Films post-production started in October 2010 and lasted for 6 weeks until the end of November of that year.
VFX and Sound Mixing was done in London, United Kingdom, with Point1Post, a U.K.-based post-production company.

During production, director Ömer Faruk Sorak informed lead actress Belçim Bilgin that they have finally picked the main filming house for her character Deniz in Ankara. Upon arriving at the filming location, Bilgin was shocked to see that the house they picked for filming was the house she grew up in. Bilgin states in the behind-the-scenes documentary that the director or any crew member did not have any prior knowledge about the whereabouts of her childhood house and that it was purely a coincidence for them to have selected that house.

==Plot==
One September morning in 1977 in Ankara, a young man rushes his pregnant wife to the hospital for the impending birth. He crashes into another car, whose driver is another father-to-be. As a result of the accident, the woman in the car they hit gives birth prematurely, resulting in both babies being born on the same day at the same hospital. That accident becomes the first of many coincidences that will connect the fates of Özgür and Deniz, whose lives will continue to intersect throughout the rest of their childhood and teenage years in Ankara. Each time their paths intersect, the cause of the intersection greatly transforms both Özgür and Deniz's lives. However, their lives never fully intertwine because whatever it is that brings them together manages to build a wall between them until their next encounter, some 25 years on, in Istanbul.

==Cast==
- Mehmet Günsur - Özgür
- Belçim Bilgin Erdoğan - Deniz
- Altan Erkekli - Yılmaz
- Şebnem Sönmez - Neriman
- Hüseyin Avni Danyal - Ömer
- Ayda Aksel- İnci
- Reyhan Asena Keskinci - Deniz (8 years old)
- Berkant Keskin - Özgür (8 years old)
- Doruk Kara - Ahmet
- Berna Konur- Zeynep
- Ümit Bülent Dinçer

==Music==
The film has been widely praised for its usage of both modern and old Turkish music of the eras it depicts. While many of the film's soundtracks consist of popular Turkish music, the instrumental soundtracks have been composed by Ozan Çolakoğlu with additional music made by Özgür Buldum. The City of Prague Philharmonic Orchestra has performed the music, conducted by Adam Klemens.

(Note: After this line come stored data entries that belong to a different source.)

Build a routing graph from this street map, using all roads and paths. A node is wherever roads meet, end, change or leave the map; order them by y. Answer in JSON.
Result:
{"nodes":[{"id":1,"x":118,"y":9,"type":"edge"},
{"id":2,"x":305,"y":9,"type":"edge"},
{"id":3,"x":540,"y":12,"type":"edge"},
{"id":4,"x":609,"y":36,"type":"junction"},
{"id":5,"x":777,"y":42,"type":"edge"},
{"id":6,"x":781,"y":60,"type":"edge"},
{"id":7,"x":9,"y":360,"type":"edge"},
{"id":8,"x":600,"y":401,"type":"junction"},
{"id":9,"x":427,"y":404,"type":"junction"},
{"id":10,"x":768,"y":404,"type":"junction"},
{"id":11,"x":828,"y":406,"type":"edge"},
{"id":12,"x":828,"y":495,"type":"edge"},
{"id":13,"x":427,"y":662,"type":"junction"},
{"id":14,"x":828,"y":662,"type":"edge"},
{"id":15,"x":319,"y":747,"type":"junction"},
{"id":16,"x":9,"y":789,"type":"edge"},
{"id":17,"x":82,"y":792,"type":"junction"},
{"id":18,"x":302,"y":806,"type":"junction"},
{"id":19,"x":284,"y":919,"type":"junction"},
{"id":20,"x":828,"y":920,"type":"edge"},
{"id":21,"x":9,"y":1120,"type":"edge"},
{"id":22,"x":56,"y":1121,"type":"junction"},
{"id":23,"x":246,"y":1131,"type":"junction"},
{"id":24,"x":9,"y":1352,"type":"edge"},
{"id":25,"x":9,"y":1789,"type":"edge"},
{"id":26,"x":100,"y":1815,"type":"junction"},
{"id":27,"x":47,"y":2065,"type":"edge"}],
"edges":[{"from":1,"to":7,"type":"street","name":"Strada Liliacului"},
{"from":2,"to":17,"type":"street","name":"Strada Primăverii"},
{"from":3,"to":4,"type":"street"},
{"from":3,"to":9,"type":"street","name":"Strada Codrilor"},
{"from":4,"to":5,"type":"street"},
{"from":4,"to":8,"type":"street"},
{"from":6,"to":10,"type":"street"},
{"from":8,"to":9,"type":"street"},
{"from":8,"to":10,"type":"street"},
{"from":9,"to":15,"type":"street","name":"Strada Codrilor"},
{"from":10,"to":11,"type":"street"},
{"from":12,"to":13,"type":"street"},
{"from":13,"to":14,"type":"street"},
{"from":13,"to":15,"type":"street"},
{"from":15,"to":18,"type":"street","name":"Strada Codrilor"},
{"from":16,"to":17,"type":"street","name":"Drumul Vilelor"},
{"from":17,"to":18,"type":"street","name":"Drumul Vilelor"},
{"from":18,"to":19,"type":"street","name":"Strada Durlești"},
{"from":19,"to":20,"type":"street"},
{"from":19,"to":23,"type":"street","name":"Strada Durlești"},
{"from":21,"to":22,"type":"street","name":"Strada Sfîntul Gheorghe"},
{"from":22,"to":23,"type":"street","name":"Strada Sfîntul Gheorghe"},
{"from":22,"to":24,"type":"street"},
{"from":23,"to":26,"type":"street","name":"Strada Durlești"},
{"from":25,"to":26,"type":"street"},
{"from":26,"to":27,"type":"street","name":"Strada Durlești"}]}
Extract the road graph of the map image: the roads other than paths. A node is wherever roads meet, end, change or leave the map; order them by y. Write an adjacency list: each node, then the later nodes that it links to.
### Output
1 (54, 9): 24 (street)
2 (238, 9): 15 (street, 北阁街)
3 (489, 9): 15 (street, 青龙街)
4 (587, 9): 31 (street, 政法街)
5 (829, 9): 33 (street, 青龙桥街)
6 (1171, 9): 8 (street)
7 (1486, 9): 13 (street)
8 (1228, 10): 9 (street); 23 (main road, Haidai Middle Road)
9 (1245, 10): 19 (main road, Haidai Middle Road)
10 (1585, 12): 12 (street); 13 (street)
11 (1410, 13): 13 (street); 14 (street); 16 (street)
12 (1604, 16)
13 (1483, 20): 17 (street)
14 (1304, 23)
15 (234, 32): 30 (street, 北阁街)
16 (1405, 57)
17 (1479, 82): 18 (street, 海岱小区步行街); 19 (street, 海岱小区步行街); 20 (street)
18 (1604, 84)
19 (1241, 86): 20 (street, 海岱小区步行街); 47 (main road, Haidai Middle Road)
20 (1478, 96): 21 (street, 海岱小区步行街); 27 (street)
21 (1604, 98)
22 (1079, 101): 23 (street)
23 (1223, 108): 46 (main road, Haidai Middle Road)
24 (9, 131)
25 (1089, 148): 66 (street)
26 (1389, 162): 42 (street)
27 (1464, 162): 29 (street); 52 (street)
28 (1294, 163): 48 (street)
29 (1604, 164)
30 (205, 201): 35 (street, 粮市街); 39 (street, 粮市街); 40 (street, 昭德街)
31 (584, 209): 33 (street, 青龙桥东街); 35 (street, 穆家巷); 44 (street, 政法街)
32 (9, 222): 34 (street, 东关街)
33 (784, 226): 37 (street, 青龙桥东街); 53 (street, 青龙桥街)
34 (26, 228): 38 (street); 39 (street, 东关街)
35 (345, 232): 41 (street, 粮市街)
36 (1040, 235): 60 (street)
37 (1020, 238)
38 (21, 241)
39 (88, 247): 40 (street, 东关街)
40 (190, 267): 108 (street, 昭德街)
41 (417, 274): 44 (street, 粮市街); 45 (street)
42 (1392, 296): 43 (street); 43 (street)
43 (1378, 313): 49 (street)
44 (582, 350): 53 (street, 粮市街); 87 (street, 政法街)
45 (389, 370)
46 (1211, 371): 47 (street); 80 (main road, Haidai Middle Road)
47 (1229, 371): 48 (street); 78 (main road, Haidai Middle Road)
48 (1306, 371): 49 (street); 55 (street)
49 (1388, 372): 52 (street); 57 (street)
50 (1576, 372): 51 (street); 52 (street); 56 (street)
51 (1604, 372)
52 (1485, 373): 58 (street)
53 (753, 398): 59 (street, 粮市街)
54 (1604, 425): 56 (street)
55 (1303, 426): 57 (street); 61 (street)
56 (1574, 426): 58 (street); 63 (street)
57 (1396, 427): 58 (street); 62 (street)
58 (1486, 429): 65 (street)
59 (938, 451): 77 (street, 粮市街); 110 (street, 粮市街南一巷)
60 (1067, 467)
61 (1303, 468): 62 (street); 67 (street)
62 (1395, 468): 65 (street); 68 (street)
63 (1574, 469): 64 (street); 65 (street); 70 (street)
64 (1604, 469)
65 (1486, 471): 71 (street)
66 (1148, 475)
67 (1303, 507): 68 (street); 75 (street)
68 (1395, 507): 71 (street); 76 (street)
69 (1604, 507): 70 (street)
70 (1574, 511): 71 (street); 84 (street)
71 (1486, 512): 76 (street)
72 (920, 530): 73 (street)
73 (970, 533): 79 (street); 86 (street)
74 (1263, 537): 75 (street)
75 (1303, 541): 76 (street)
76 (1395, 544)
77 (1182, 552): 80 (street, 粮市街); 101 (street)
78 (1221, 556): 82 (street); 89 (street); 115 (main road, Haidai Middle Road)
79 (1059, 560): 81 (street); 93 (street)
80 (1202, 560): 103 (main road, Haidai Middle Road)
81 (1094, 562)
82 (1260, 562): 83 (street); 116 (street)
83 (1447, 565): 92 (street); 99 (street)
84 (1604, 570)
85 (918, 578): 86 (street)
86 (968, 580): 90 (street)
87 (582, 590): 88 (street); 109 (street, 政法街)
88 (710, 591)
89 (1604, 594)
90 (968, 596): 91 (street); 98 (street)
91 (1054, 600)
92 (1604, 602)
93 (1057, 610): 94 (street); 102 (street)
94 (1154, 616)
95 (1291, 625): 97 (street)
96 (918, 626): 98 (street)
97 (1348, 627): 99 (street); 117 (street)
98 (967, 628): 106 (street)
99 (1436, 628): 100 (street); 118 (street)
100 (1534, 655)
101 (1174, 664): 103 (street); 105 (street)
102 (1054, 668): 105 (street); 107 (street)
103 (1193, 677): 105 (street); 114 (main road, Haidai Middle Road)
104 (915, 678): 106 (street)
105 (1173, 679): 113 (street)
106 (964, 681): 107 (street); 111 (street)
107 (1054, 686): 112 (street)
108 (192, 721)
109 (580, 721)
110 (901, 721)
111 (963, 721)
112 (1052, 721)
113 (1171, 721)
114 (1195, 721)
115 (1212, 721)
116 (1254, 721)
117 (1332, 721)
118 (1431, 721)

The song "Eylül Akşamı" (September Evening), originally written by Turkish musicians Bülent Ortaçgil and Teoman, was performed by the main actor Mehmet Günsür for the film.

Some of the other memorable music from the film includes Aşk Tesadüfleri Sever (Love Likes Coincidences) by Müslüm Gürses which is the song that gave the film its name. Zaferlerim by Demir Demirkıran, Hoşçakal by Şebnem Ferah and Yine Yazı Bekleriz by TNK (band).
Aşk Tesadüfleri Sever performed by Müslüm Gürses is a cover of Bjork's song Bachelorette.

==Release==
The film opened on nationwide general release in 350 screens across Turkey on at number 1 in the national box office with a first-weekend gross of US$1,779,485.

==Remake==
An Indian Telugu-language remake Iddari Lokam Okate was released in 2019.